Records for this task =
++++

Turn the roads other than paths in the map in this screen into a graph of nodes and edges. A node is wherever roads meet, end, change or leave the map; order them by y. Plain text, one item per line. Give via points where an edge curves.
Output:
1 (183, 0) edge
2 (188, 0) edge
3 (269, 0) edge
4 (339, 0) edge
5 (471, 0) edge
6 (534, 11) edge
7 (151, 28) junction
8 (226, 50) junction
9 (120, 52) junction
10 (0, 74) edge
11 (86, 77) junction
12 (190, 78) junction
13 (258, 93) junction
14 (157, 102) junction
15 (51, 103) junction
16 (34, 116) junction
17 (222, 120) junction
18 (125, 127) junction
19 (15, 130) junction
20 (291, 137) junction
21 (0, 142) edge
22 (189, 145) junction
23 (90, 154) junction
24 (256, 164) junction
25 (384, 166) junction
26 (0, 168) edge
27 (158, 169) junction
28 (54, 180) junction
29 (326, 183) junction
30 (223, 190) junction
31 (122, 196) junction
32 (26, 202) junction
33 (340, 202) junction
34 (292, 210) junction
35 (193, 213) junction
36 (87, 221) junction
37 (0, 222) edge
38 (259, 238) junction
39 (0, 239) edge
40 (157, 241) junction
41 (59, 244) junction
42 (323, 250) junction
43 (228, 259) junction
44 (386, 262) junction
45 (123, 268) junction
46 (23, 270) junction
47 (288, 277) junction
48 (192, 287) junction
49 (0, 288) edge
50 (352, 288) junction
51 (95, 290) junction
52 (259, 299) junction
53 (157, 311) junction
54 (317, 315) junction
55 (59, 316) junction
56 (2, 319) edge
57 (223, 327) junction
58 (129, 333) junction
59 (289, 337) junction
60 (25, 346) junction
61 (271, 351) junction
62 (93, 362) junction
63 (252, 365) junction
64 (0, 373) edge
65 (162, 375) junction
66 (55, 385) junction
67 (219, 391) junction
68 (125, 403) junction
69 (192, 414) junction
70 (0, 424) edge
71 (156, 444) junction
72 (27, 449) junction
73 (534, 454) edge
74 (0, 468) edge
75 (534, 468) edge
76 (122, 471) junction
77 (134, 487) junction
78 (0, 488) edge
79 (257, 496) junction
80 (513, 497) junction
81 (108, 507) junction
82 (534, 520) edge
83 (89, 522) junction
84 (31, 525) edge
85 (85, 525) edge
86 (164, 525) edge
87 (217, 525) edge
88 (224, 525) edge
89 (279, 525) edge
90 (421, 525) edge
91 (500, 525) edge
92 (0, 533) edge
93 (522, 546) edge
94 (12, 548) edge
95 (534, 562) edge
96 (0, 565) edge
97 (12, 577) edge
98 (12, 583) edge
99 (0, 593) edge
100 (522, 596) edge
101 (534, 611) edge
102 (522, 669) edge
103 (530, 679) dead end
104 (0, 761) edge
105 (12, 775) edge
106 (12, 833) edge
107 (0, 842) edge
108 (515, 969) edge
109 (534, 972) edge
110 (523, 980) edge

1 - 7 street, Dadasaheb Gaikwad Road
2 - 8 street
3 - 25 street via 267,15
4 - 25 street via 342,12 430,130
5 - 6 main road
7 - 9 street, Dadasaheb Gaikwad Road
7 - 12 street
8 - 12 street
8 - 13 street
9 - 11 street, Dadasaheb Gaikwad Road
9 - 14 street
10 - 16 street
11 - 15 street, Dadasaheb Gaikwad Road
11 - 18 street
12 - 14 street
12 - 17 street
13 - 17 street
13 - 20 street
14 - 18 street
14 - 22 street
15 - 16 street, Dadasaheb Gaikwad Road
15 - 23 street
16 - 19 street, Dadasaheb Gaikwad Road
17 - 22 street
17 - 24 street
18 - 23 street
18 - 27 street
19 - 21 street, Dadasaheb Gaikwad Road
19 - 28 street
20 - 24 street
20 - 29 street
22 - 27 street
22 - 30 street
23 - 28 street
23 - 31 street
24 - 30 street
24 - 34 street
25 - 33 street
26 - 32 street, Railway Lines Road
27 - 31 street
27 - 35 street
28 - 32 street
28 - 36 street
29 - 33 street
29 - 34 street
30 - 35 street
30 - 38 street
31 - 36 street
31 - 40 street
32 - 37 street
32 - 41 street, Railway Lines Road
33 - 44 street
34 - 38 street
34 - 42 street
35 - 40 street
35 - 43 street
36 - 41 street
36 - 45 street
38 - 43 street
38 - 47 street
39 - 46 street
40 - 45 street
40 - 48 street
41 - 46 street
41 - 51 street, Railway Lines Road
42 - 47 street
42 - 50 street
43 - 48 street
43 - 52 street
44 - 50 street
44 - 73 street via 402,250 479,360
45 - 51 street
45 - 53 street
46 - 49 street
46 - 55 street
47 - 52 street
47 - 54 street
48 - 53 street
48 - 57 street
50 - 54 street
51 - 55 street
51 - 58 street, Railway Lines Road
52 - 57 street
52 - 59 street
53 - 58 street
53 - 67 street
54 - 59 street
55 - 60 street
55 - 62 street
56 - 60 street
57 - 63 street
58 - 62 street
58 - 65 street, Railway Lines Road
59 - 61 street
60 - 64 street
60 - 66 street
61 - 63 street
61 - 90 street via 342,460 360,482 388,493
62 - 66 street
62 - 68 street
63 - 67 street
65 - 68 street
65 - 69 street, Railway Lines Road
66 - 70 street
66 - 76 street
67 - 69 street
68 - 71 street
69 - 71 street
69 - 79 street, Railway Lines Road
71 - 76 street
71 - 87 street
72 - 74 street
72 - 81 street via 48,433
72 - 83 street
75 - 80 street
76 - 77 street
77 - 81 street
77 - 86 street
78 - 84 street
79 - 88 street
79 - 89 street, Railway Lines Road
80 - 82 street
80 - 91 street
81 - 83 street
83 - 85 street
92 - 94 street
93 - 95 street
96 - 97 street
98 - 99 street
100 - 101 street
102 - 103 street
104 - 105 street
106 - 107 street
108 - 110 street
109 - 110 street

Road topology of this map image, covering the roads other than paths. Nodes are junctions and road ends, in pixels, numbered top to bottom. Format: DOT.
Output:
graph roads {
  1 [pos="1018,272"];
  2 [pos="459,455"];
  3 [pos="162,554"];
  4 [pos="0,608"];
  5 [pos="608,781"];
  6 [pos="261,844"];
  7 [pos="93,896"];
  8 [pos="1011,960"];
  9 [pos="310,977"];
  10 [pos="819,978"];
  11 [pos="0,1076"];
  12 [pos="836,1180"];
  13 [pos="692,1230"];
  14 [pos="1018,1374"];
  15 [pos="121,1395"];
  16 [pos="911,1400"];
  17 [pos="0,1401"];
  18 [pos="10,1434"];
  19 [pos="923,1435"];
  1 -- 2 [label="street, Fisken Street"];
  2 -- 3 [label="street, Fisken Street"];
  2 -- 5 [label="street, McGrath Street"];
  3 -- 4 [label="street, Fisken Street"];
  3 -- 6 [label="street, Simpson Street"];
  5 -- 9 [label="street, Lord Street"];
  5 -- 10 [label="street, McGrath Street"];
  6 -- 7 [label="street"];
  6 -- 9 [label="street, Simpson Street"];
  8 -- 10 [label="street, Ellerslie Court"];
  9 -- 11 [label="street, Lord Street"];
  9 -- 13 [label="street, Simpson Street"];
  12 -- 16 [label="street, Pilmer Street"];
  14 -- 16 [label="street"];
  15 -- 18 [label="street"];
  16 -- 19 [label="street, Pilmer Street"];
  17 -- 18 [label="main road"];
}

++++

All entries must be repeated exactly.

Turn the roads other than paths in the map in this screen into a graph of nodes and edges. A node is wherever roads meet, end, change or leave the map; order them by y. Plain text, one item per line. Give via points where an edge curves.
Output:
1 (183, 0) edge
2 (188, 0) edge
3 (269, 0) edge
4 (339, 0) edge
5 (471, 0) edge
6 (534, 11) edge
7 (151, 28) junction
8 (226, 50) junction
9 (120, 52) junction
10 (0, 74) edge
11 (86, 77) junction
12 (190, 78) junction
13 (258, 93) junction
14 (157, 102) junction
15 (51, 103) junction
16 (34, 116) junction
17 (222, 120) junction
18 (125, 127) junction
19 (15, 130) junction
20 (291, 137) junction
21 (0, 142) edge
22 (189, 145) junction
23 (90, 154) junction
24 (256, 164) junction
25 (384, 166) junction
26 (0, 168) edge
27 (158, 169) junction
28 (54, 180) junction
29 (326, 183) junction
30 (223, 190) junction
31 (122, 196) junction
32 (26, 202) junction
33 (340, 202) junction
34 (292, 210) junction
35 (193, 213) junction
36 (87, 221) junction
37 (0, 222) edge
38 (259, 238) junction
39 (0, 239) edge
40 (157, 241) junction
41 (59, 244) junction
42 (323, 250) junction
43 (228, 259) junction
44 (386, 262) junction
45 (123, 268) junction
46 (23, 270) junction
47 (288, 277) junction
48 (192, 287) junction
49 (0, 288) edge
50 (352, 288) junction
51 (95, 290) junction
52 (259, 299) junction
53 (157, 311) junction
54 (317, 315) junction
55 (59, 316) junction
56 (2, 319) edge
57 (223, 327) junction
58 (129, 333) junction
59 (289, 337) junction
60 (25, 346) junction
61 (271, 351) junction
62 (93, 362) junction
63 (252, 365) junction
64 (0, 373) edge
65 (162, 375) junction
66 (55, 385) junction
67 (219, 391) junction
68 (125, 403) junction
69 (192, 414) junction
70 (0, 424) edge
71 (156, 444) junction
72 (27, 449) junction
73 (534, 454) edge
74 (0, 468) edge
75 (534, 468) edge
76 (122, 471) junction
77 (134, 487) junction
78 (0, 488) edge
79 (257, 496) junction
80 (513, 497) junction
81 (108, 507) junction
82 (534, 520) edge
83 (89, 522) junction
84 (31, 525) edge
85 (85, 525) edge
86 (164, 525) edge
87 (217, 525) edge
88 (224, 525) edge
89 (279, 525) edge
90 (421, 525) edge
91 (500, 525) edge
92 (0, 533) edge
93 (522, 546) edge
94 (12, 548) edge
95 (534, 562) edge
96 (0, 565) edge
97 (12, 577) edge
98 (12, 583) edge
99 (0, 593) edge
100 (522, 596) edge
101 (534, 611) edge
102 (522, 669) edge
103 (530, 679) dead end
104 (0, 761) edge
105 (12, 775) edge
106 (12, 833) edge
107 (0, 842) edge
108 (515, 969) edge
109 (534, 972) edge
110 (523, 980) edge

1 - 7 street, Dadasaheb Gaikwad Road
2 - 8 street
3 - 25 street via 267,15
4 - 25 street via 342,12 430,130
5 - 6 main road
7 - 9 street, Dadasaheb Gaikwad Road
7 - 12 street
8 - 12 street
8 - 13 street
9 - 11 street, Dadasaheb Gaikwad Road
9 - 14 street
10 - 16 street
11 - 15 street, Dadasaheb Gaikwad Road
11 - 18 street
12 - 14 street
12 - 17 street
13 - 17 street
13 - 20 street
14 - 18 street
14 - 22 street
15 - 16 street, Dadasaheb Gaikwad Road
15 - 23 street
16 - 19 street, Dadasaheb Gaikwad Road
17 - 22 street
17 - 24 street
18 - 23 street
18 - 27 street
19 - 21 street, Dadasaheb Gaikwad Road
19 - 28 street
20 - 24 street
20 - 29 street
22 - 27 street
22 - 30 street
23 - 28 street
23 - 31 street
24 - 30 street
24 - 34 street
25 - 33 street
26 - 32 street, Railway Lines Road
27 - 31 street
27 - 35 street
28 - 32 street
28 - 36 street
29 - 33 street
29 - 34 street
30 - 35 street
30 - 38 street
31 - 36 street
31 - 40 street
32 - 37 street
32 - 41 street, Railway Lines Road
33 - 44 street
34 - 38 street
34 - 42 street
35 - 40 street
35 - 43 street
36 - 41 street
36 - 45 street
38 - 43 street
38 - 47 street
39 - 46 street
40 - 45 street
40 - 48 street
41 - 46 street
41 - 51 street, Railway Lines Road
42 - 47 street
42 - 50 street
43 - 48 street
43 - 52 street
44 - 50 street
44 - 73 street via 402,250 479,360
45 - 51 street
45 - 53 street
46 - 49 street
46 - 55 street
47 - 52 street
47 - 54 street
48 - 53 street
48 - 57 street
50 - 54 street
51 - 55 street
51 - 58 street, Railway Lines Road
52 - 57 street
52 - 59 street
53 - 58 street
53 - 67 street
54 - 59 street
55 - 60 street
55 - 62 street
56 - 60 street
57 - 63 street
58 - 62 street
58 - 65 street, Railway Lines Road
59 - 61 street
60 - 64 street
60 - 66 street
61 - 63 street
61 - 90 street via 342,460 360,482 388,493
62 - 66 street
62 - 68 street
63 - 67 street
65 - 68 street
65 - 69 street, Railway Lines Road
66 - 70 street
66 - 76 street
67 - 69 street
68 - 71 street
69 - 71 street
69 - 79 street, Railway Lines Road
71 - 76 street
71 - 87 street
72 - 74 street
72 - 81 street via 48,433
72 - 83 street
75 - 80 street
76 - 77 street
77 - 81 street
77 - 86 street
78 - 84 street
79 - 88 street
79 - 89 street, Railway Lines Road
80 - 82 street
80 - 91 street
81 - 83 street
83 - 85 street
92 - 94 street
93 - 95 street
96 - 97 street
98 - 99 street
100 - 101 street
102 - 103 street
104 - 105 street
106 - 107 street
108 - 110 street
109 - 110 street

Road topology of this map image, covering the roads other than paths. Nodes are junctions and road ends, in pixels, numbered top to bottom. Format: DOT.
Output:
graph roads {
  1 [pos="1018,272"];
  2 [pos="459,455"];
  3 [pos="162,554"];
  4 [pos="0,608"];
  5 [pos="608,781"];
  6 [pos="261,844"];
  7 [pos="93,896"];
  8 [pos="1011,960"];
  9 [pos="310,977"];
  10 [pos="819,978"];
  11 [pos="0,1076"];
  12 [pos="836,1180"];
  13 [pos="692,1230"];
  14 [pos="1018,1374"];
  15 [pos="121,1395"];
  16 [pos="911,1400"];
  17 [pos="0,1401"];
  18 [pos="10,1434"];
  19 [pos="923,1435"];
  1 -- 2 [label="street, Fisken Street"];
  2 -- 3 [label="street, Fisken Street"];
  2 -- 5 [label="street, McGrath Street"];
  3 -- 4 [label="street, Fisken Street"];
  3 -- 6 [label="street, Simpson Street"];
  5 -- 9 [label="street, Lord Street"];
  5 -- 10 [label="street, McGrath Street"];
  6 -- 7 [label="street"];
  6 -- 9 [label="street, Simpson Street"];
  8 -- 10 [label="street, Ellerslie Court"];
  9 -- 11 [label="street, Lord Street"];
  9 -- 13 [label="street, Simpson Street"];
  12 -- 16 [label="street, Pilmer Street"];
  14 -- 16 [label="street"];
  15 -- 18 [label="street"];
  16 -- 19 [label="street, Pilmer Street"];
  17 -- 18 [label="main road"];
}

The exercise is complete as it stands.